WHAT THE EXERCISE ASKS:
Each line of the data below containing "Windy" needs to be listed.
■ ■ ■ ■
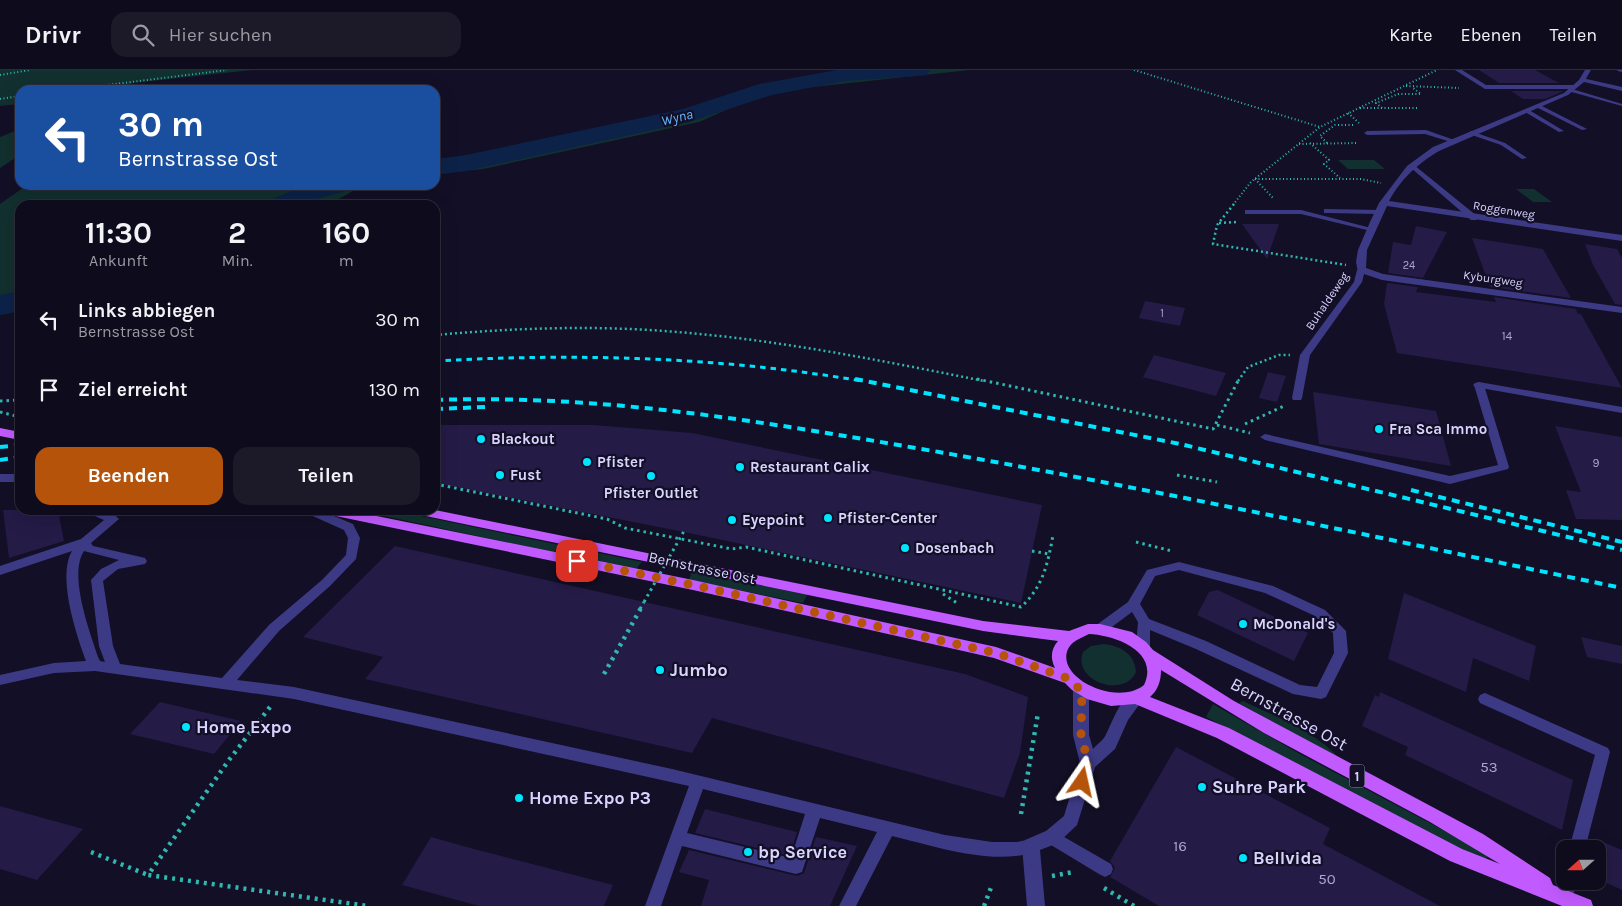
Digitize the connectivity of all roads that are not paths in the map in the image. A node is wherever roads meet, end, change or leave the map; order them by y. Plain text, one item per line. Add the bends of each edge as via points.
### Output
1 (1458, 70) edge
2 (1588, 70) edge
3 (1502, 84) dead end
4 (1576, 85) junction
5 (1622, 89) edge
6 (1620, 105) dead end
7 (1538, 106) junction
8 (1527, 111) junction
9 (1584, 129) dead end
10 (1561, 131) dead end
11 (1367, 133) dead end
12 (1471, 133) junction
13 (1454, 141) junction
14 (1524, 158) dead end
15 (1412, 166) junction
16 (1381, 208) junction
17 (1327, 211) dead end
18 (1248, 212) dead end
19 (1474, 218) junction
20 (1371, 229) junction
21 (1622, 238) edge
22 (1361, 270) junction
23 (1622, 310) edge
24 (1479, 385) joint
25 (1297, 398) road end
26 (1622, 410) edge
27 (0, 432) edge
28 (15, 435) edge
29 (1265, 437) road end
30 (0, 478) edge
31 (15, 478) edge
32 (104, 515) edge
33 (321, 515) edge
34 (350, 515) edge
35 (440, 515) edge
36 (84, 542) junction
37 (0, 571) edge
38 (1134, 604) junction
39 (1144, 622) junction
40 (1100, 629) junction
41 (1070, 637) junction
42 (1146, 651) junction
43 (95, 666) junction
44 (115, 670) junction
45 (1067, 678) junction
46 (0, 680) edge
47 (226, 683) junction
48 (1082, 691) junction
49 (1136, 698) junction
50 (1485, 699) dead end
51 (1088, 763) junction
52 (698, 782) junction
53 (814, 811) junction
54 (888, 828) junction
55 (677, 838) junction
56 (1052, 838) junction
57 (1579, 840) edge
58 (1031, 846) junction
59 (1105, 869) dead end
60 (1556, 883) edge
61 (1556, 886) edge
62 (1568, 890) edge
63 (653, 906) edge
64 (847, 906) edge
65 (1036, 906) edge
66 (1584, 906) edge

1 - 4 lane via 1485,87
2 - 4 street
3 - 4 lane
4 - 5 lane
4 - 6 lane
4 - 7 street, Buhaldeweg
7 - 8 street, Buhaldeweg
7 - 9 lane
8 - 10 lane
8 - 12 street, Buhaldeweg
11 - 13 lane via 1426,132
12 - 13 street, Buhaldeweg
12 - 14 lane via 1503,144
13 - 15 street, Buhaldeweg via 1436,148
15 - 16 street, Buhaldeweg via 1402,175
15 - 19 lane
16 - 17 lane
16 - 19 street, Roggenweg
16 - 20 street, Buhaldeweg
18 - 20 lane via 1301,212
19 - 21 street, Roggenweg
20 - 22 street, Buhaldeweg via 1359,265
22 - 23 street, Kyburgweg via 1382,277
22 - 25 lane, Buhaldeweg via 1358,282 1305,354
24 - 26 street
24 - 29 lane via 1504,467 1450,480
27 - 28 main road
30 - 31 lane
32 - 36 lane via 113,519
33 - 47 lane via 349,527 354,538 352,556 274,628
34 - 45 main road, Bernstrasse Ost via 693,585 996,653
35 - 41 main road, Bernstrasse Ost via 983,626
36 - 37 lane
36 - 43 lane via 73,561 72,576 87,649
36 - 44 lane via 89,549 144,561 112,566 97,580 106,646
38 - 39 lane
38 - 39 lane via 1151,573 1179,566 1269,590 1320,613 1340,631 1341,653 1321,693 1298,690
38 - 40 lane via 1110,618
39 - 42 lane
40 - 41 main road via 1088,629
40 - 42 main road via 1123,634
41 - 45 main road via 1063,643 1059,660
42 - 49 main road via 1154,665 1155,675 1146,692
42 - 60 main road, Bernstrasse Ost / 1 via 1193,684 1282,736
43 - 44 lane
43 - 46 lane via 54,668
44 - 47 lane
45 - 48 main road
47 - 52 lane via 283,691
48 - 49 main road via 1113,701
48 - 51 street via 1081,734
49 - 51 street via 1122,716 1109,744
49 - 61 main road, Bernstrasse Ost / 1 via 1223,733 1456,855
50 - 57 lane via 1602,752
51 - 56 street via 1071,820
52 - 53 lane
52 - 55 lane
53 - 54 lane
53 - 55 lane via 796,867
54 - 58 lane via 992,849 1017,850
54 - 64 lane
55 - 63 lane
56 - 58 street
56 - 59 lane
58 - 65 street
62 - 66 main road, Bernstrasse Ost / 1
■ ■ ■ ■
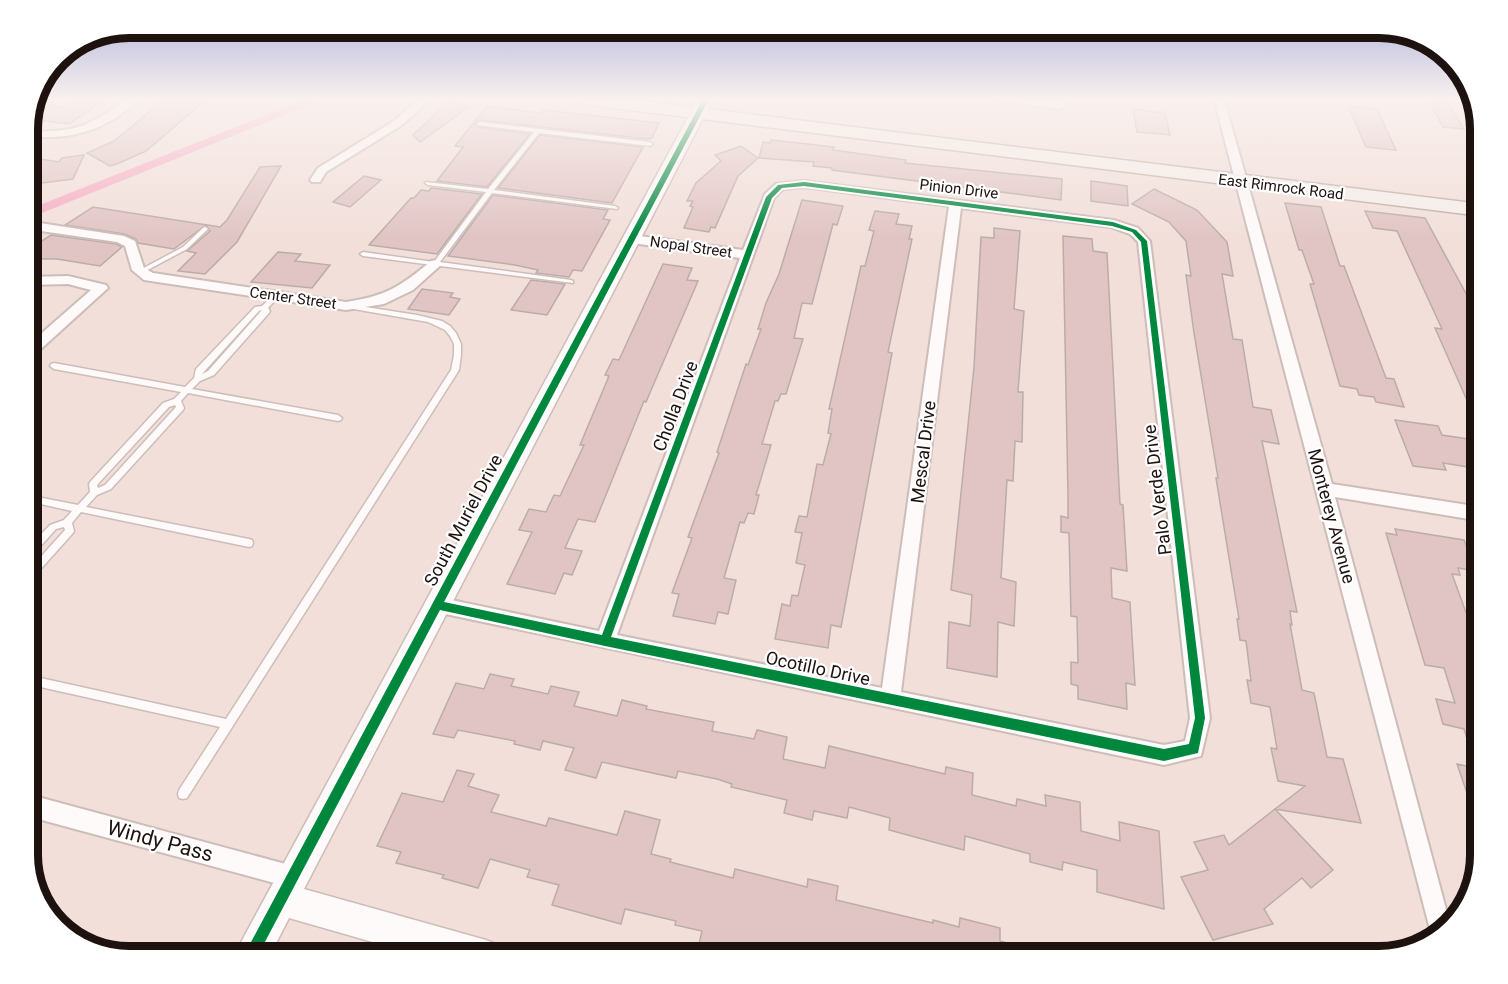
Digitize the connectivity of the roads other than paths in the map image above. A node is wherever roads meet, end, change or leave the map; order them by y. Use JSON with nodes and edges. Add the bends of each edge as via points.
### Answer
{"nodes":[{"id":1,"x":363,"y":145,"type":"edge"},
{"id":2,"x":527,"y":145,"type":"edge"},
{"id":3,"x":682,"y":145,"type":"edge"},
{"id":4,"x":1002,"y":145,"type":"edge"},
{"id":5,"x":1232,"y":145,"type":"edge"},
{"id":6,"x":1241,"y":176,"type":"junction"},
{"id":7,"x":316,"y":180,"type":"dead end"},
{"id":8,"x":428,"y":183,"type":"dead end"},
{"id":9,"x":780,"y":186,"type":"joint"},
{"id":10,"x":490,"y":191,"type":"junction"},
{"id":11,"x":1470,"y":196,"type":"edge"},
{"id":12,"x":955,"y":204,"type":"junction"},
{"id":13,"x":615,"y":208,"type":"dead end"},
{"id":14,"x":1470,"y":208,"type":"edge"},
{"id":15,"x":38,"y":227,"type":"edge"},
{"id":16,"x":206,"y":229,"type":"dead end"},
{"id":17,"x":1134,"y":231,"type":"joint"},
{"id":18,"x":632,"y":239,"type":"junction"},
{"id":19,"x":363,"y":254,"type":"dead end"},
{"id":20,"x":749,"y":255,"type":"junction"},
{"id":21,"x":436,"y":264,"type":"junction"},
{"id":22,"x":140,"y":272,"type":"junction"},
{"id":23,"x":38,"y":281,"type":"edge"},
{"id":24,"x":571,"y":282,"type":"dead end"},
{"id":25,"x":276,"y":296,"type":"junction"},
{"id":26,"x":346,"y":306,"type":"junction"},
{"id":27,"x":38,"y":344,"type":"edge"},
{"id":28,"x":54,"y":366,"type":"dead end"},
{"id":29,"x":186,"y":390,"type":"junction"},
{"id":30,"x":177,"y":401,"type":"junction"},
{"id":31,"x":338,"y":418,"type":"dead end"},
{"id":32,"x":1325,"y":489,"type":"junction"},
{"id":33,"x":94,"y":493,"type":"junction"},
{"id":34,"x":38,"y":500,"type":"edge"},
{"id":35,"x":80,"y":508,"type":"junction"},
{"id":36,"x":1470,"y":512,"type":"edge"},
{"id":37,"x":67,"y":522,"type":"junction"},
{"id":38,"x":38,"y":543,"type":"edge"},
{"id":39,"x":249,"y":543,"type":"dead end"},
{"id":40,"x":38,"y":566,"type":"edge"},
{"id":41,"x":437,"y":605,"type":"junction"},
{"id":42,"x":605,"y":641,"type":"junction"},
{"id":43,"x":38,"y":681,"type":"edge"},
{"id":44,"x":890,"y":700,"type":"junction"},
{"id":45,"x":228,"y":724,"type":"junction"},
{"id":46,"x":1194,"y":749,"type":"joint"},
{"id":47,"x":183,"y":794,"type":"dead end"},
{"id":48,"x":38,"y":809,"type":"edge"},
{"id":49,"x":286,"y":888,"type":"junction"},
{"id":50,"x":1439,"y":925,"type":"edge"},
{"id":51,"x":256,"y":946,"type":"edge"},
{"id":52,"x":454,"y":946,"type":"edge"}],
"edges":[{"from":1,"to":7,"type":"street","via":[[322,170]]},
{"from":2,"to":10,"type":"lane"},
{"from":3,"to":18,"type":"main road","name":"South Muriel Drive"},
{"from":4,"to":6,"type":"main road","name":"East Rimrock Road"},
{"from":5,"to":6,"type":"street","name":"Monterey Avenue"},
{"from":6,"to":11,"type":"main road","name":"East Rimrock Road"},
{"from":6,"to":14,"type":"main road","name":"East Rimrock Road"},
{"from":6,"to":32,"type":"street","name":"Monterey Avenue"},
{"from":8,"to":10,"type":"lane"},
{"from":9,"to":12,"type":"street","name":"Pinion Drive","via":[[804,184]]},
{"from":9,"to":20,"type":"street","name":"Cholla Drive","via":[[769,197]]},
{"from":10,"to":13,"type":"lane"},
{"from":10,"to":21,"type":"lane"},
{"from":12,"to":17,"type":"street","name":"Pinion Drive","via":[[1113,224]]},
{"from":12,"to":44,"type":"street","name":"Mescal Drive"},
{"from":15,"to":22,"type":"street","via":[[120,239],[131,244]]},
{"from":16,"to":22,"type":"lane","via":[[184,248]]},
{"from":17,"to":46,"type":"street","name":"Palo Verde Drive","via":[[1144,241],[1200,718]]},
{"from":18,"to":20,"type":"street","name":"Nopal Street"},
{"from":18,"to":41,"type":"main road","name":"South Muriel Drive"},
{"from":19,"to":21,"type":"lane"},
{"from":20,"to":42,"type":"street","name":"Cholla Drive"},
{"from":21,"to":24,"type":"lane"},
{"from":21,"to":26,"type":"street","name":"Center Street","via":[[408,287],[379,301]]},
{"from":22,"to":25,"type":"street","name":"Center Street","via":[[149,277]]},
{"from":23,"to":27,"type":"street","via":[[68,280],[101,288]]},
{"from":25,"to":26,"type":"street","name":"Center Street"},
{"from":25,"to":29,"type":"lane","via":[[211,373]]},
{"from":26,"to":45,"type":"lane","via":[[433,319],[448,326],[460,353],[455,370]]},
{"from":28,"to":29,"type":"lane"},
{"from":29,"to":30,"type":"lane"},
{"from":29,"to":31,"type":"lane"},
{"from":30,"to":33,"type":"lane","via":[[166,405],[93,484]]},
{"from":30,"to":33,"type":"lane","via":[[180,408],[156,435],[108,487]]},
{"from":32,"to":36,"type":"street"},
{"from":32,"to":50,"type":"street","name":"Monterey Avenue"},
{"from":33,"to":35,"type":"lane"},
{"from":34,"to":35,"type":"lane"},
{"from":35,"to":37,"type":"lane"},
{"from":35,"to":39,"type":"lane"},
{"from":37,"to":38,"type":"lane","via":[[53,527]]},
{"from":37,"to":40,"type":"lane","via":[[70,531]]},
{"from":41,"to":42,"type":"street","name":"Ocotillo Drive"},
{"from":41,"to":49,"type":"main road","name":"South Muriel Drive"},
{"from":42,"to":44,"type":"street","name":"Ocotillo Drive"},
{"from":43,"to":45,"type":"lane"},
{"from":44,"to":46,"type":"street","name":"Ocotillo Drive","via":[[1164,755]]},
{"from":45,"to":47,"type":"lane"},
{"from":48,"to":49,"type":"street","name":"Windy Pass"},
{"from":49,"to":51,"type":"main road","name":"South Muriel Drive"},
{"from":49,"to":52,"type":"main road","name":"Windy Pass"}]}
■ ■ ■ ■
RESULT BELOW:
{"from":48,"to":49,"type":"street","name":"Windy Pass"},
{"from":49,"to":52,"type":"main road","name":"Windy Pass"}]}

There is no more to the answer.